TASK DESCRIPTION ▸ Only the number is needed: how many lines of the entries below contain the word "roads".

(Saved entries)
Segment Open
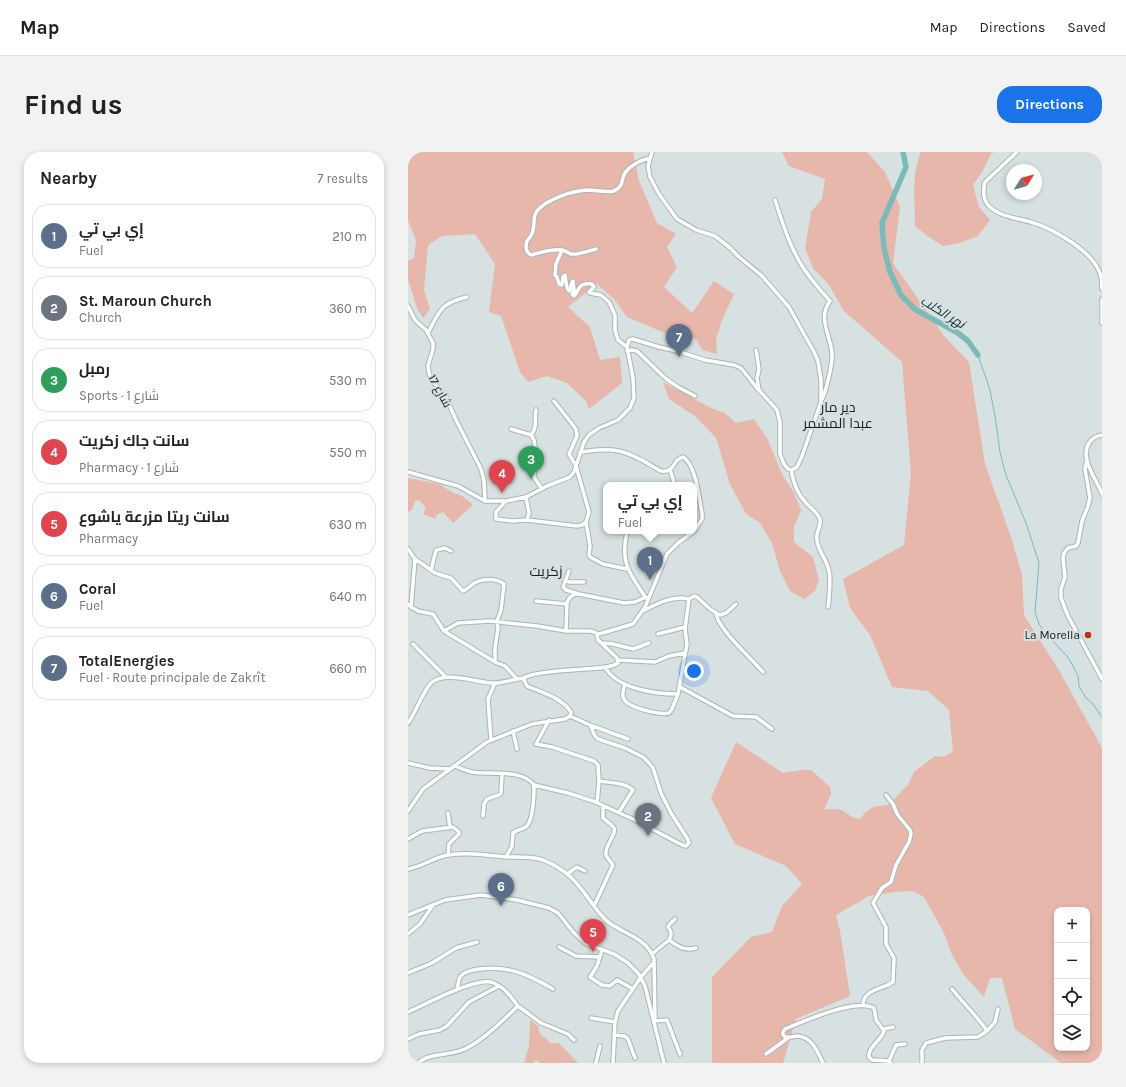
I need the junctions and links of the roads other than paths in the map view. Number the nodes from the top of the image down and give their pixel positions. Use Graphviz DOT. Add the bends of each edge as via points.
graph roads {
  1 [pos="652,152"];
  2 [pos="1017,152"];
  3 [pos="650,158"];
  4 [pos="775,200"];
  5 [pos="596,249"];
  6 [pos="562,250"];
  7 [pos="1102,289"];
  8 [pos="467,297"];
  9 [pos="1102,299"];
  10 [pos="408,306"];
  11 [pos="1102,323"];
  12 [pos="428,333"];
  13 [pos="627,349"];
  14 [pos="756,350"];
  15 [pos="759,391"];
  16 [pos="695,396"];
  17 [pos="554,401"];
  18 [pos="820,402"];
  19 [pos="536,410"];
  20 [pos="511,429"];
  21 [pos="531,435"];
  22 [pos="1102,435"];
  23 [pos="580,452"];
  24 [pos="1087,460"];
  25 [pos="576,466"];
  26 [pos="670,470"];
  27 [pos="791,470"];
  28 [pos="408,472"];
  29 [pos="674,482"];
  30 [pos="695,482"];
  31 [pos="542,489"];
  32 [pos="697,492"];
  33 [pos="1102,494"];
  34 [pos="526,497"];
  35 [pos="485,501"];
  36 [pos="506,501"];
  37 [pos="527,520"];
  38 [pos="586,522"];
  39 [pos="697,526"];
  40 [pos="627,534"];
  41 [pos="690,534"];
  42 [pos="408,549"];
  43 [pos="451,551"];
  44 [pos="415,559"];
  45 [pos="627,569"];
  46 [pos="431,570"];
  47 [pos="569,571"];
  48 [pos="566,580"];
  49 [pos="584,582"];
  50 [pos="576,594"];
  51 [pos="647,599"];
  52 [pos="689,599"];
  53 [pos="536,601"];
  54 [pos="567,604"];
  55 [pos="736,604"];
  56 [pos="409,606"];
  57 [pos="828,607"];
  58 [pos="642,612"];
  59 [pos="716,614"];
  60 [pos="497,621"];
  61 [pos="685,627"];
  62 [pos="444,630"];
  63 [pos="566,632"];
  64 [pos="598,634"];
  65 [pos="658,634"];
  66 [pos="600,642"];
  67 [pos="649,643"];
  68 [pos="413,644"];
  69 [pos="685,653"];
  70 [pos="618,660"];
  71 [pos="495,662"];
  72 [pos="605,667"];
  73 [pos="763,672"];
  74 [pos="446,678"];
  75 [pos="516,678"];
  76 [pos="524,678"];
  77 [pos="1102,679"];
  78 [pos="495,683"];
  79 [pos="625,684"];
  80 [pos="680,687"];
  81 [pos="678,694"];
  82 [pos="570,716"];
  83 [pos="549,720"];
  84 [pos="408,723"];
  85 [pos="590,725"];
  86 [pos="772,729"];
  87 [pos="513,730"];
  88 [pos="628,739"];
  89 [pos="491,740"];
  90 [pos="517,749"];
  91 [pos="408,763"];
  92 [pos="455,766"];
  93 [pos="450,769"];
  94 [pos="502,775"];
  95 [pos="599,781"];
  96 [pos="534,785"];
  97 [pos="886,795"];
  98 [pos="597,803"];
  99 [pos="603,806"];
  100 [pos="408,811"];
  101 [pos="619,812"];
  102 [pos="448,813"];
  103 [pos="483,816"];
  104 [pos="450,827"];
  105 [pos="408,839"];
  106 [pos="448,855"];
  107 [pos="506,857"];
  108 [pos="408,869"];
  109 [pos="585,871"];
  110 [pos="567,874"];
  111 [pos="433,904"];
  112 [pos="594,906"];
  113 [pos="408,916"];
  114 [pos="675,919"];
  115 [pos="408,934"];
  116 [pos="669,940"];
  117 [pos="477,942"];
  118 [pos="559,947"];
  119 [pos="696,948"];
  120 [pos="602,950"];
  121 [pos="652,954"];
  122 [pos="600,958"];
  123 [pos="654,962"];
  124 [pos="408,973"];
  125 [pos="642,977"];
  126 [pos="499,986"];
  127 [pos="457,989"];
  128 [pos="553,989"];
  129 [pos="633,989"];
  130 [pos="952,989"];
  131 [pos="863,1005"];
  132 [pos="518,1006"];
  133 [pos="998,1009"];
  134 [pos="408,1012"];
  135 [pos="591,1018"];
  136 [pos="654,1021"];
  137 [pos="615,1022"];
  138 [pos="893,1027"];
  139 [pos="884,1029"];
  140 [pos="987,1031"];
  141 [pos="614,1035"];
  142 [pos="788,1038"];
  143 [pos="408,1039"];
  144 [pos="574,1040"];
  145 [pos="905,1044"];
  146 [pos="600,1046"];
  147 [pos="680,1054"];
  148 [pos="766,1054"];
  149 [pos="635,1058"];
  150 [pos="890,1062"];
  151 [pos="418,1063"];
  152 [pos="596,1063"];
  153 [pos="613,1063"];
  154 [pos="664,1063"];
  155 [pos="823,1063"];
  156 [pos="922,1063"];
  1 -- 3 [label="street"];
  2 -- 7 [label="street" via="985,182 984,198 988,205 1003,215 1050,230 1078,246 1099,271"];
  3 -- 6 [label="street" via="628,170 622,185 614,191 580,191 555,198 537,211 534,232 526,241 529,253 531,255 542,251"];
  3 -- 18 [label="street" via="650,178 677,219 696,230 715,236 761,274 789,307 818,361 821,380"];
  4 -- 18 [label="street" via="796,255 830,301 825,309 825,317 832,360 824,396"];
  5 -- 6 [label="street" via="573,254"];
  6 -- 13 [label="street" via="555,275 559,284 562,285 565,275 569,291 573,281 574,296 581,285 593,285 594,288 589,292 601,295 609,302 615,315 618,340"];
  8 -- 12 [label="street" via="443,307"];
  9 -- 11 [label="street"];
  10 -- 12 [label="street" via="415,320"];
  12 -- 35 [label="street, شارع 17" via="433,343 428,373 446,397 481,469"];
  13 -- 15 [label="street" via="629,340 635,339 705,360 734,365 744,371"];
  13 -- 16 [label="street" via="637,351 665,378"];
  13 -- 23 [label="street" via="633,378 634,398 630,408 618,420 591,433"];
  14 -- 15 [label="street"];
  15 -- 27 [label="street" via="777,410 780,422 780,454 784,464"];
  17 -- 25 [label="street" via="576,429 569,454"];
  18 -- 27 [label="street" via="799,464"];
  19 -- 21 [label="street" via="536,423"];
  20 -- 21 [label="street"];
  21 -- 31 [label="street" via="538,461 534,477"];
  22 -- 24 [label="street" via="1088,444"];
  23 -- 25 [label="street"];
  23 -- 26 [label="street" via="616,450 661,471"];
  24 -- 33 [label="street"];
  24 -- 77 [label="street" via="1085,469 1090,498 1078,543 1067,550 1063,558 1065,577 1060,594 1068,616"];
  25 -- 31 [label="street" via="570,477"];
  25 -- 38 [label="street" via="589,512"];
  26 -- 29 [label="street"];
  26 -- 30 [label="street" via="678,458 685,458 690,463"];
  27 -- 57 [label="street" via="795,486 820,520 816,539 829,571"];
  28 -- 35 [label="street" via="458,486"];
  31 -- 34 [label="street"];
  32 -- 39 [label="street" via="702,513 702,519"];
  34 -- 36 [label="street"];
  34 -- 37 [label="street" via="529,513"];
  35 -- 36 [label="street"];
  36 -- 37 [label="street" via="496,512 496,519"];
  37 -- 38 [label="street" via="577,526"];
  38 -- 45 [label="street" via="590,557 603,564"];
  40 -- 45 [label="street" via="624,550"];
  41 -- 51 [label="street" via="667,554"];
  42 -- 44 [label="street"];
  43 -- 46 [label="street" via="445,548 436,550"];
  44 -- 46 [label="street"];
  44 -- 56 [label="street"];
  45 -- 51 [label="street"];
  46 -- 60 [label="street" via="450,578 463,591 475,582 487,579 504,584"];
  47 -- 48 [label="street"];
  48 -- 49 [label="street"];
  48 -- 50 [label="street" via="566,590"];
  50 -- 51 [label="street" via="624,603"];
  50 -- 54 [label="street" via="569,597"];
  51 -- 58 [label="street"];
  52 -- 58 [label="street" via="668,600"];
  52 -- 59 [label="street" via="697,597"];
  52 -- 61 [label="street"];
  53 -- 54 [label="street"];
  54 -- 63 [label="street"];
  55 -- 59 [label="street" via="726,613"];
  56 -- 62 [label="street" via="433,614"];
  58 -- 64 [label="street" via="632,624"];
  59 -- 73 [label="street" via="717,621 725,631"];
  60 -- 62 [label="street" via="458,623"];
  60 -- 63 [label="street"];
  60 -- 71 [label="street"];
  61 -- 65 [label="street"];
  61 -- 69 [label="street"];
  62 -- 71 [label="street"];
  63 -- 64 [label="street" via="590,631"];
  64 -- 66 [label="street" via="597,639"];
  66 -- 67 [label="street" via="633,649"];
  66 -- 70 [label="street"];
  68 -- 74 [label="street"];
  69 -- 70 [label="street" via="655,662"];
  69 -- 80 [label="street"];
  70 -- 72 [label="street" via="616,665"];
  71 -- 75 [label="street" via="505,666"];
  72 -- 76 [label="street" via="560,670"];
  72 -- 79 [label="street" via="608,674"];
  74 -- 78 [label="street"];
  74 -- 84 [label="street" via="430,684"];
  75 -- 76 [label="street"];
  75 -- 78 [label="street"];
  76 -- 82 [label="street" via="527,686 561,701 570,709"];
  78 -- 89 [label="street" via="488,699"];
  79 -- 81 [label="street" via="641,691"];
  79 -- 81 [label="street" via="623,696 626,702 649,711 666,714 671,712"];
  80 -- 81 [label="street"];
  80 -- 86 [label="street" via="733,716 756,717"];
  82 -- 83 [label="street" via="565,719"];
  82 -- 85 [label="street"];
  83 -- 87 [label="street"];
  83 -- 95 [label="street" via="536,744 594,761 598,765"];
  85 -- 88 [label="street"];
  85 -- 101 [label="street" via="598,740 625,748 648,762 653,768 671,813 689,843 686,846 682,845"];
  87 -- 89 [label="street"];
  87 -- 90 [label="street"];
  89 -- 92 [label="street"];
  91 -- 93 [label="street"];
  92 -- 93 [label="street"];
  92 -- 94 [label="street" via="471,772"];
  93 -- 100 [label="street" via="423,789"];
  94 -- 96 [label="street" via="513,774 523,777"];
  94 -- 103 [label="street" via="501,794 486,799"];
  95 -- 98 [label="street"];
  95 -- 101 [label="street" via="619,783 633,790"];
  96 -- 98 [label="street" via="568,792"];
  96 -- 107 [label="street" via="528,823 513,833 512,846"];
  97 -- 131 [label="street" via="911,834 891,882 880,891 873,903 886,927 886,944 894,958 893,982 870,992"];
  98 -- 99 [label="street"];
  99 -- 101 [label="street"];
  99 -- 112 [label="street" via="603,818 615,829 606,855 613,865"];
  102 -- 104 [label="street"];
  104 -- 105 [label="street" via="422,831"];
  104 -- 106 [label="street" via="458,830 459,834 449,844"];
  106 -- 107 [label="street"];
  106 -- 108 [label="street"];
  107 -- 110 [label="street" via="538,858"];
  109 -- 110 [label="street" via="577,867"];
  110 -- 112 [label="street"];
  111 -- 113 [label="street"];
  111 -- 115 [label="street" via="420,924"];
  111 -- 120 [label="street" via="481,895 537,905 554,910 578,938"];
  112 -- 121 [label="street" via="609,922 646,945"];
  114 -- 116 [label="street" via="668,928 672,936"];
  116 -- 119 [label="street" via="686,950"];
  116 -- 121 [label="street"];
  117 -- 124 [label="street" via="456,948 432,963"];
  118 -- 122 [label="street" via="576,956"];
  120 -- 122 [label="street"];
  120 -- 125 [label="street" via="628,963"];
  121 -- 123 [label="street"];
  122 -- 129 [label="street" via="590,977 602,985 610,986 617,980"];
  123 -- 125 [label="street"];
  123 -- 136 [label="street"];
  125 -- 129 [label="street"];
  125 -- 136 [label="street"];
  126 -- 127 [label="street" via="494,982 482,981"];
  126 -- 132 [label="street"];
  126 -- 143 [label="street" via="469,1002 447,1026 440,1030 416,1034"];
  127 -- 128 [label="street" via="460,977 466,972 488,968 508,969"];
  127 -- 134 [label="street"];
  129 -- 137 [label="street" via="618,1011"];
  130 -- 140 [label="street"];
  131 -- 139 [label="street" via="874,1008 876,1020"];
  131 -- 142 [label="street" via="828,1012 785,1029 783,1034"];
  132 -- 144 [label="street" via="541,1023 568,1034"];
  132 -- 151 [label="street" via="467,1048 427,1058"];
  133 -- 140 [label="street" via="995,1022"];
  135 -- 137 [label="street"];
  136 -- 147 [label="street" via="667,1020"];
  136 -- 154 [label="street"];
  137 -- 141 [label="street"];
  138 -- 139 [label="street"];
  139 -- 150 [label="street" via="869,1054 872,1060"];
  140 -- 156 [label="street" via="978,1037 926,1043 922,1050"];
  141 -- 149 [label="street" via="625,1036 628,1039"];
  141 -- 153 [label="street"];
  142 -- 148 [label="street"];
  142 -- 155 [label="street" via="796,1036 807,1039 813,1044"];
  145 -- 150 [label="street" via="896,1045"];
  146 -- 152 [label="street"];
}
Segment Closed
SOLUTION FOR THIS TASK ▸ 2